Notre revue a vu le jour au milieu des années 1980,
à l’époque du “socialisme réel”,
période au cours de laquelle il était indispensable
de développer une analyse sur les pays du bloc soviétique
qui sorte des argumentations idéologiques officielles.
Il fallait donner la parole à tous ceux qui vivaient
cette situation concrète et qui réfléchissaient
sur leurs sociétés hors du cadre contraignant
de la Guerre froide, et qui dans beaucoup de cas, n’avaient
aucun moyen de se faire entendre dans les médias de leurs
pays, et souvent à l’étranger. Aujourd’hui,
après les changements de 1989-1991, la situation a été
totalement modifiée, ce qui a nécessité
un renouvellement complet de nos critères de sélection
et de nos rubriques. Nous estimons cependant que, la situation
actuelle n’a pas fait disparaître la lecture idéologique
pour autant, et j’oserais même dire que nous sommes
peut-être passés d’une logique binaire simpliste,
à une logique uniforme. Il faut donc continuer à
donner la parole à ceux des chercheurs ou des acteurs
sociaux, dans les pays de l’Europe du centre et de l’Est,
mais aussi d’autres parties du monde, qui peuvent développer
des analyses pertinentes et critiques sur la réalité
des sociétés post-socialistes, et des blocages
auxquels elles se heurtent.
Votre revue est remarquée pour ses
positions engagées. Cela n'introduit-il pas des biais
dans l'analyse des situations vécues dans l'Europe post-communiste
? Comment ce dilemne est-il géré par le scientifique
que vous êtes ?
La démarche scientifique, y compris dans les humanités,
ne consiste pas à refuser de prendre position en tant
que citoyen, elle consiste à tenter de prendre du recul
dans la recherche par rapport à ses propres points de
vue, et à donner aux autres la possibilité d’examiner
une situation en questionnant la pertinence des cadres préétablis,
de n’importe quel cadre, en remettant en cause “par
principe” toute “vérité décrétée
une fois pour toute”, idéologique, philosophique,
scientifique, sociale, économique. La condition nécessaire
pour tendre vers la vérité est de laisser place
à des analyses contradictoires, en privilégiant
toujours celles qui ont le moins de possibilités de se
faire entendre au moment où nous écrivons. Notre
équipe regroupe d’ailleurs des chercheurs ayant
des opinions différentes et vous pouvez constater que
nous avons donné la parole dans nos pages à des
auteurs représentant une large palette d’opinions.

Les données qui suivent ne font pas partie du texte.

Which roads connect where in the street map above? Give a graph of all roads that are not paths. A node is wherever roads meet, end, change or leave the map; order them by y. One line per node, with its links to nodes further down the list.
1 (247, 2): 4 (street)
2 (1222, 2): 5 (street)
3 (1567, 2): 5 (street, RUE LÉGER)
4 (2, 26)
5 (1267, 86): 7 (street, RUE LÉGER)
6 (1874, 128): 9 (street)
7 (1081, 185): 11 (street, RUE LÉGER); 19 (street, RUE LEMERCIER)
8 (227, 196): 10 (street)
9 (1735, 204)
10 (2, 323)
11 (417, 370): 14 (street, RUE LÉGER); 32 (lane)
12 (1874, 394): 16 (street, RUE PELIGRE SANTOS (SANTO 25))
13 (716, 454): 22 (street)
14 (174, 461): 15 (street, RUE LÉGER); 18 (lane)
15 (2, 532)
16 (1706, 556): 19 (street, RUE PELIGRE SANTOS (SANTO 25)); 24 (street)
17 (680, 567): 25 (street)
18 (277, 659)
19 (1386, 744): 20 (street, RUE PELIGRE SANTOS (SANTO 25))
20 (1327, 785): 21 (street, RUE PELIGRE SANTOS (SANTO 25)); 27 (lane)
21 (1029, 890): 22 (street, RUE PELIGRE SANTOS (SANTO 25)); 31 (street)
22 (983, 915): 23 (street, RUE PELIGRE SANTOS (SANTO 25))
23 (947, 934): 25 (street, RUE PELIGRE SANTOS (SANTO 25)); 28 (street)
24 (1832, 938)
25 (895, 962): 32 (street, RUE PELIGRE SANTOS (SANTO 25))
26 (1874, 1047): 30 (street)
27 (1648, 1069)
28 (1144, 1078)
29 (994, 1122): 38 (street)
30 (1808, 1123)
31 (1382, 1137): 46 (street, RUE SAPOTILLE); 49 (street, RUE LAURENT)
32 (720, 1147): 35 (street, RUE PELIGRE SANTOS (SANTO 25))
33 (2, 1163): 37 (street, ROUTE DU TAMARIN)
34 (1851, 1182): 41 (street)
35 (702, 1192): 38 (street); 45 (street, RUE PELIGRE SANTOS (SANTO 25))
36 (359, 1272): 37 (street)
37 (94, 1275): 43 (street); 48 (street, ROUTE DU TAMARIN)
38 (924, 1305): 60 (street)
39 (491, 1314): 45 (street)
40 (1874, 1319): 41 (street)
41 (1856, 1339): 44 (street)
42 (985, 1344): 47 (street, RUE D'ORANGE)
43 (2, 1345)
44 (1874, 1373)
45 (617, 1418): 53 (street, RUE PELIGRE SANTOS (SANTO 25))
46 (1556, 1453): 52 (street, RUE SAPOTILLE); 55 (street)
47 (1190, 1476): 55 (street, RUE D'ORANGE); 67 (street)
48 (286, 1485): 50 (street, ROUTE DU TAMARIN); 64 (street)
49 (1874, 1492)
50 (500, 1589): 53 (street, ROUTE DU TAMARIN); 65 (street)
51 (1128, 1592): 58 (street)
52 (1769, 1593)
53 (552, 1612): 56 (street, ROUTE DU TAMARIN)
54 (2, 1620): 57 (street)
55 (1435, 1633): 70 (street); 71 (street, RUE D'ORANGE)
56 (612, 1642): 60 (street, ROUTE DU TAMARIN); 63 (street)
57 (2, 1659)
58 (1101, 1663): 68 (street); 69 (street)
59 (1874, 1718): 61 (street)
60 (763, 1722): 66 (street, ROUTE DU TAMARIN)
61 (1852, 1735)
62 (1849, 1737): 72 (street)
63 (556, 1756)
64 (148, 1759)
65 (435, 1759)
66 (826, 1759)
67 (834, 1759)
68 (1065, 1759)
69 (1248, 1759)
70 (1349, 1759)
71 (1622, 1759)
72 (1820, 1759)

Toute l’histoire humaine nous enseigne que les vérités
“incontestables” d’aujourd’hui, quelqu’elles
soient, sont souvent les mensonges de demain, et que les pensées
marginales d’aujourd’hui deviennent avec le temps
les évidences de demain. L’exemple du “socialisme
réel” en Europe de l’Est constitue, à
cet égard, la preuve magistrale de cette réalité,
et c’est sans doute cette expérience qui explique
pourquoi ces sociétés continuent à présenter
un intérêt particulier. C’est en tout cas
notre avis.
Vous avez beaucoup étudié
le malaise social consécutif à la transition vers
l'économie de marché en Europe centrale et orientale.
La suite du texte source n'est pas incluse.